#### The task
Your answer must be a single number: how many lines in the records include the word "hand".
── Material for the task ──
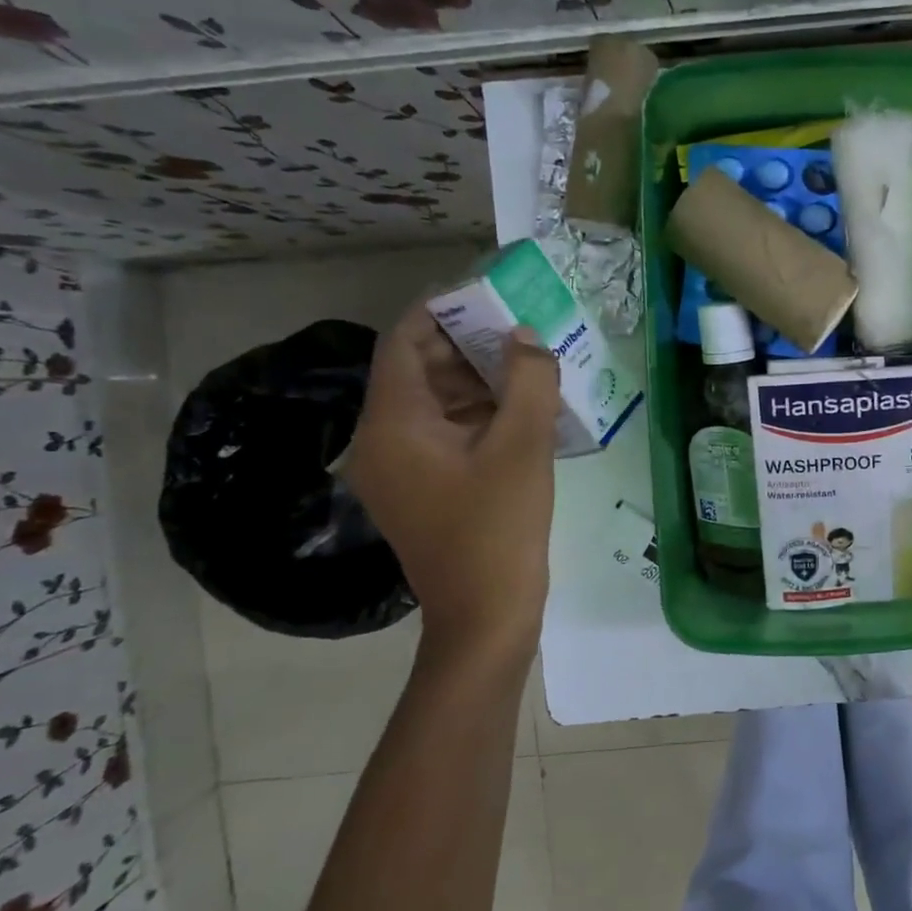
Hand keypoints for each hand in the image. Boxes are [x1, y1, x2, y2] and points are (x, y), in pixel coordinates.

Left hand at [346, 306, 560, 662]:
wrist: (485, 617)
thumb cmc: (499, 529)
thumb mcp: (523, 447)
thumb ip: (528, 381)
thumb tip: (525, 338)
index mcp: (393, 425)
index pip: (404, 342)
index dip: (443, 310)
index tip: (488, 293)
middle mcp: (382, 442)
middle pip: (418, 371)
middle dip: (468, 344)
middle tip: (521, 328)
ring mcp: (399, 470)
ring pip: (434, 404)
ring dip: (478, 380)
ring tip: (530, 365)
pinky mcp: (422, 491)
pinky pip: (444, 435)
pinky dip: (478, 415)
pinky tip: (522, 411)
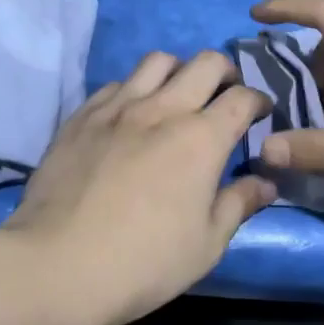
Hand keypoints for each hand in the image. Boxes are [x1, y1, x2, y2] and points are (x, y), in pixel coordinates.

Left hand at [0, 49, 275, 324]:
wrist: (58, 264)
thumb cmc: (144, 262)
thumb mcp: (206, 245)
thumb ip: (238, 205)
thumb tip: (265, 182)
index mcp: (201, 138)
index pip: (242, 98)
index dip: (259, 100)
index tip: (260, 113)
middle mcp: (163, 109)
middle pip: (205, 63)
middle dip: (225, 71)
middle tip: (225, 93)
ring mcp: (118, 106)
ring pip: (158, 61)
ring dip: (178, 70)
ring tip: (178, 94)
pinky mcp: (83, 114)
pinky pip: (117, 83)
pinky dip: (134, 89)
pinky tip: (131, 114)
───
── Material for the task ──
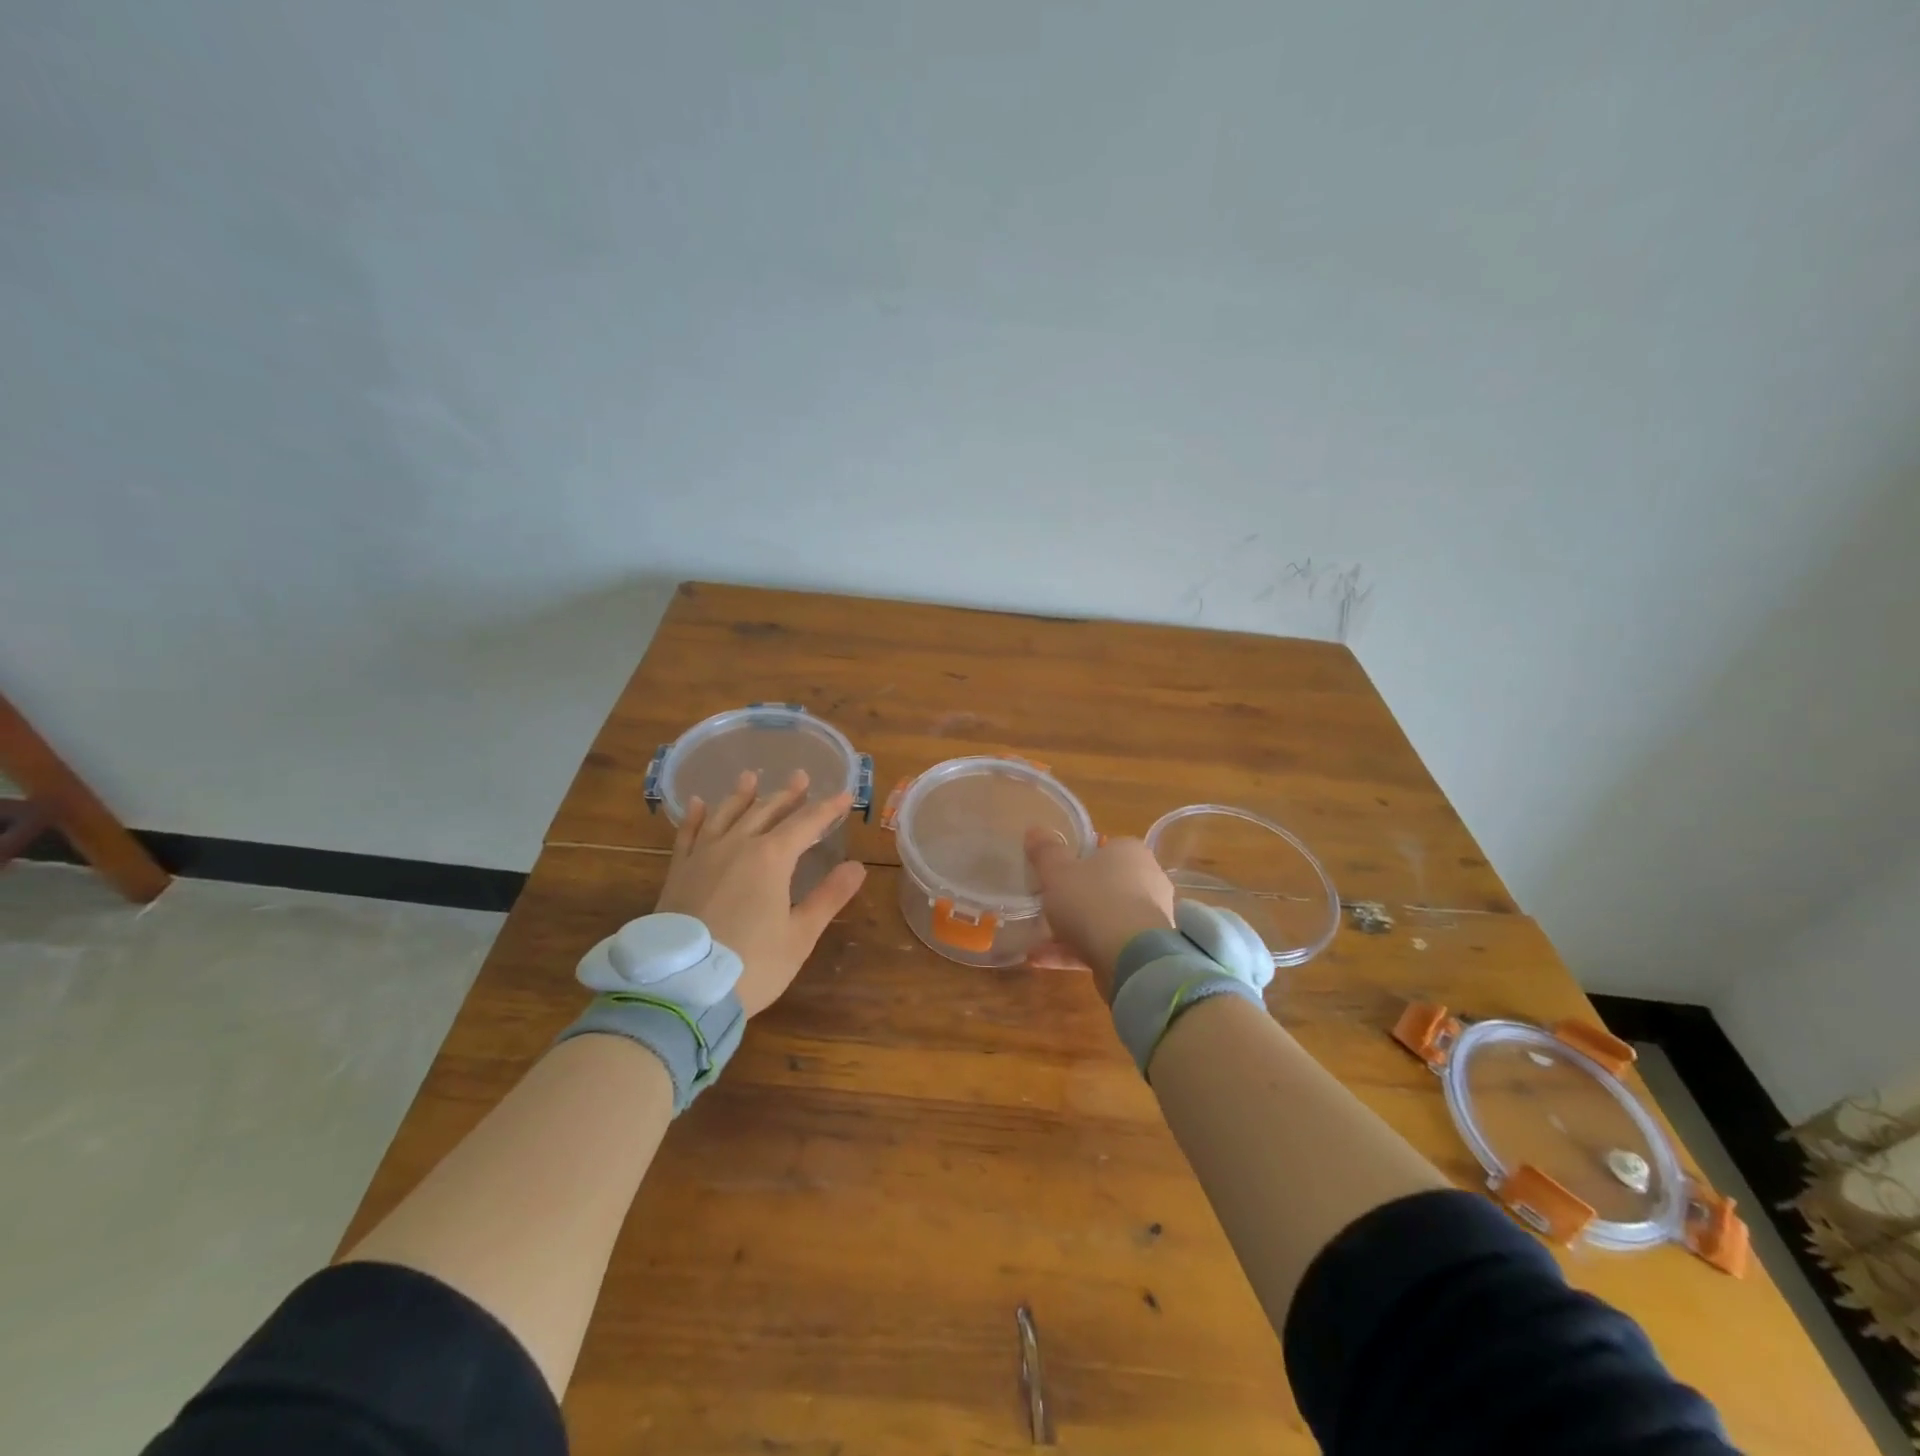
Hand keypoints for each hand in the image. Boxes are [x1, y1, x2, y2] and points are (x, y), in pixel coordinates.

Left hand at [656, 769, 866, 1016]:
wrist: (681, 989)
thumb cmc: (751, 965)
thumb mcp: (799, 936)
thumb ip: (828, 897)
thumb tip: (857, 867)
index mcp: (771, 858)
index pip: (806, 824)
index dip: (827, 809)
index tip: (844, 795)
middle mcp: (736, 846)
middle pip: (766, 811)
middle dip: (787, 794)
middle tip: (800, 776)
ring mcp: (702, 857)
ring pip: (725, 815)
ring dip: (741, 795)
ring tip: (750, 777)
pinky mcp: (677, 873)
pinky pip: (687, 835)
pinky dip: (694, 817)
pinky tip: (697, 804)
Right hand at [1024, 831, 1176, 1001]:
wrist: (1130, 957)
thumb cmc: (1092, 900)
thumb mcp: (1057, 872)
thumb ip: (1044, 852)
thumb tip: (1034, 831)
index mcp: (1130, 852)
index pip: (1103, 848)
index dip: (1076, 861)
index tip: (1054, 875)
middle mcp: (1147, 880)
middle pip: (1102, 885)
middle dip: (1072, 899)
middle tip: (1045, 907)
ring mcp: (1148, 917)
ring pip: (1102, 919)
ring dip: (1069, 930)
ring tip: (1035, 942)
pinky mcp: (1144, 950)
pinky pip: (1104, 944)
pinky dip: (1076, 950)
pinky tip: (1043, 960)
───
#### Response for this exercise
7